Data excerpts
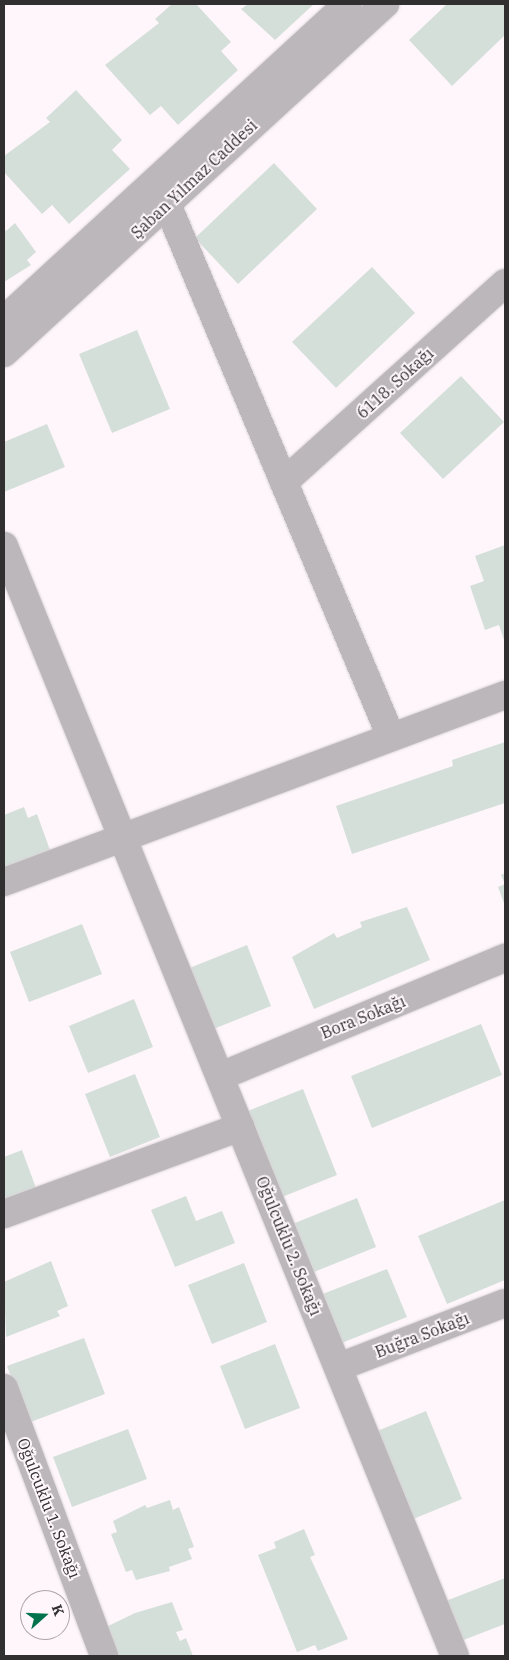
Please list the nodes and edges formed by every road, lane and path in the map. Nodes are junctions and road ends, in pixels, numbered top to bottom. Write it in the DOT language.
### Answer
graph roads {
  1 [pos="348,4"];
  2 [pos="384,4"];
  3 [pos="167,204"];
  4 [pos="505,282"];
  5 [pos="4,320"];
  6 [pos="4,354"];
  7 [pos="284,482"];
  8 [pos="4,546"];
  9 [pos="505,695"];
  10 [pos="391,737"];
  11 [pos="123,835"];
  12 [pos="4,882"];
  13 [pos="505,958"];
  14 [pos="221,1076"];
  15 [pos="241,1127"];
  16 [pos="4,1214"];
  17 [pos="505,1303"];
  18 [pos="339,1367"];
  19 [pos="4,1388"];
  20 [pos="104,1656"];
  21 [pos="456,1656"];
  1 -- 5 [label="street, Şaban Yılmaz Caddesi"];
  2 -- 3 [label="street, Şaban Yılmaz Caddesi"];
  3 -- 6 [label="street, Şaban Yılmaz Caddesi"];
  3 -- 7 [label="street"];
  4 -- 7 [label="street, 6118. Sokağı"];
  7 -- 10 [label="street"];
  8 -- 11 [label="street, Oğulcuklu 2. Sokağı"];
  9 -- 10 [label="street"];
  10 -- 11 [label="street"];
  11 -- 12 [label="street"];
  11 -- 14 [label="street, Oğulcuklu 2. Sokağı"];
  13 -- 14 [label="street, Bora Sokağı"];
  14 -- 15 [label="street, Oğulcuklu 2. Sokağı"];
  15 -- 16 [label="street"];
  15 -- 18 [label="street, Oğulcuklu 2. Sokağı"];
  17 -- 18 [label="street, Buğra Sokağı"];
  18 -- 21 [label="street, Oğulcuklu 2. Sokağı"];
  19 -- 20 [label="street, Oğulcuklu 1. Sokağı"];
}
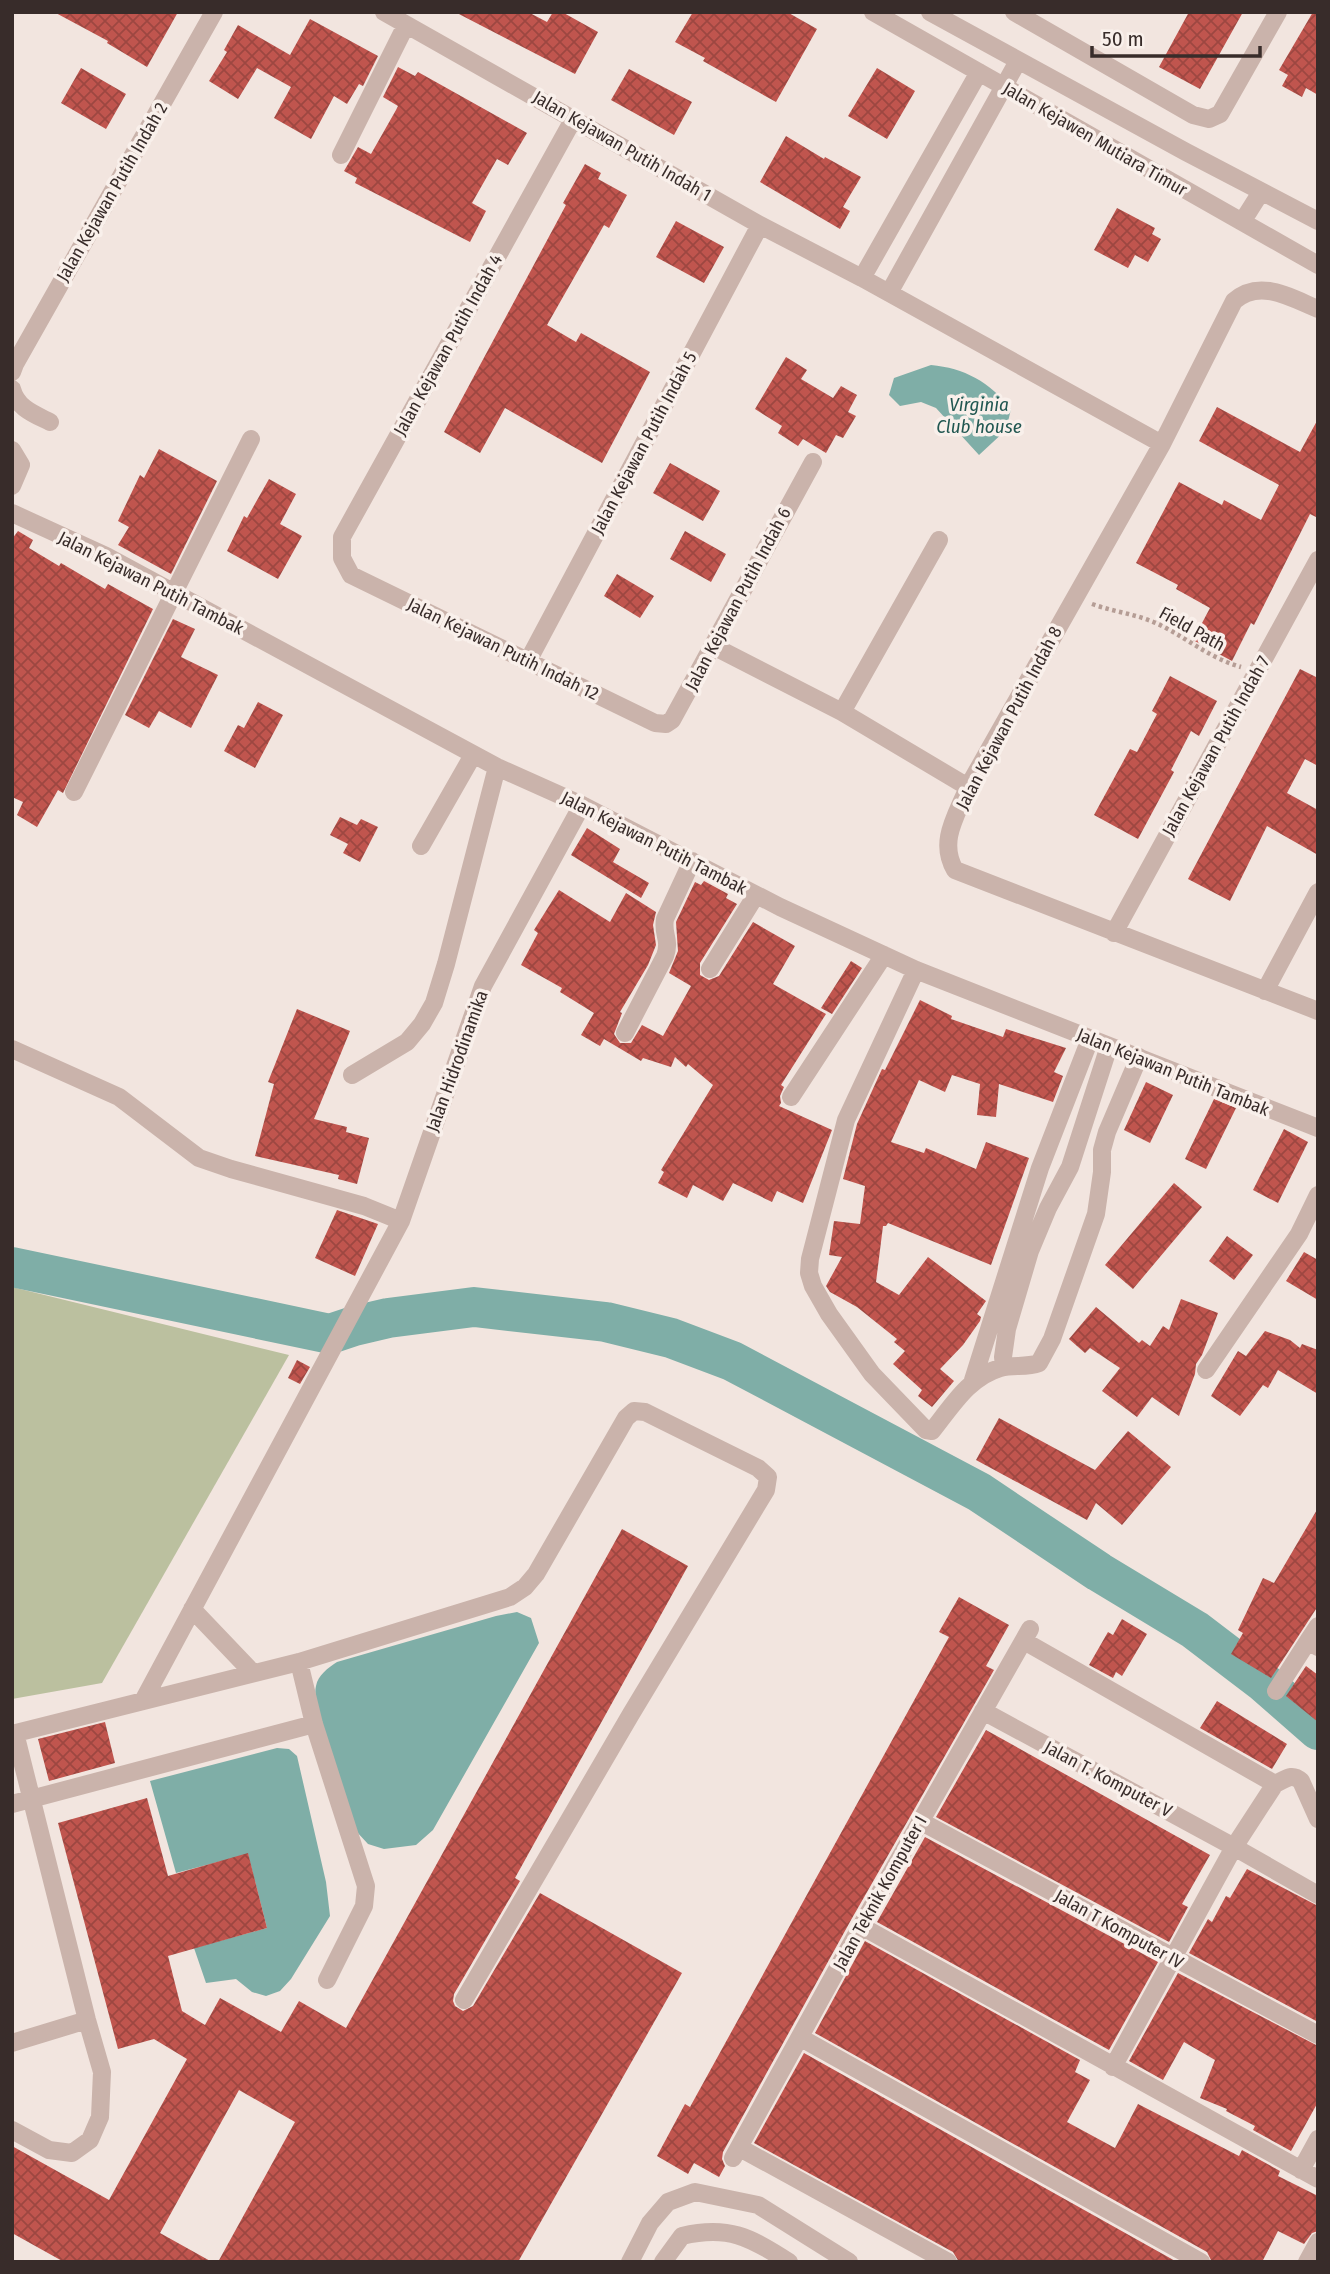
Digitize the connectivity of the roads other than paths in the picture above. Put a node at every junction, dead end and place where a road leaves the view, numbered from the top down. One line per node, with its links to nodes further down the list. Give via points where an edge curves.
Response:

What the exercise asks
From the first line to the last, output the data exactly; skip any pictures.

Solution to the exercise
Please list the nodes and edges formed by every road, lane and path in the map. Nodes are junctions and road ends, in pixels, numbered top to bottom. Write it in the DOT language.
### Answer
graph roads {
  1 [pos="348,4"];
  2 [pos="384,4"];
  3 [pos="167,204"];
  4 [pos="505,282"];
  5 [pos="4,320"];
  6 [pos="4,354"];
  7 [pos="284,482"];
  8 [pos="4,546"];
  9 [pos="505,695"];
  10 [pos="391,737"];
  11 [pos="123,835"];
  12 [pos="4,882"];
  13 [pos="505,958"];
  14 [pos="221,1076"];
  15 [pos="241,1127"];
  16 [pos="4,1214"];
  17 [pos="505,1303"];
  18 [pos="339,1367"];
  19 [pos="4,1388"];
  20 [pos="104,1656"];
  21 [pos="456,1656"];
  1 -- 5 [label="street, Şaban Yılmaz Caddesi"];
  2 -- 3 [label="street, Şaban Yılmaz Caddesi"];
  3 -- 6 [label="street, Şaban Yılmaz Caddesi"];
  3 -- 7 [label="street"];
  4 -- 7 [label="street, 6118. Sokağı"];
  7 -- 10 [label="street"];
  8 -- 11 [label="street, Oğulcuklu 2. Sokağı"];
  9 -- 10 [label="street"];
  10 -- 11 [label="street"];
  11 -- 12 [label="street"];
  11 -- 14 [label="street, Oğulcuklu 2. Sokağı"];
  13 -- 14 [label="street, Bora Sokağı"];
  14 -- 15 [label="street, Oğulcuklu 2. Sokağı"];
  15 -- 16 [label="street"];
  15 -- 18 [label="street, Oğulcuklu 2. Sokağı"];
  17 -- 18 [label="street, Buğra Sokağı"];
  18 -- 21 [label="street, Oğulcuklu 2. Sokağı"];
  19 -- 20 [label="street, Oğulcuklu 1. Sokağı"];
}
Digitize the connectivity of the roads other than paths in the picture above. Put a node at every junction, dead end and place where a road leaves the view, numbered from the top down. One line per node, with its links to nodes further down the list. Give via points where an edge curves.
Response:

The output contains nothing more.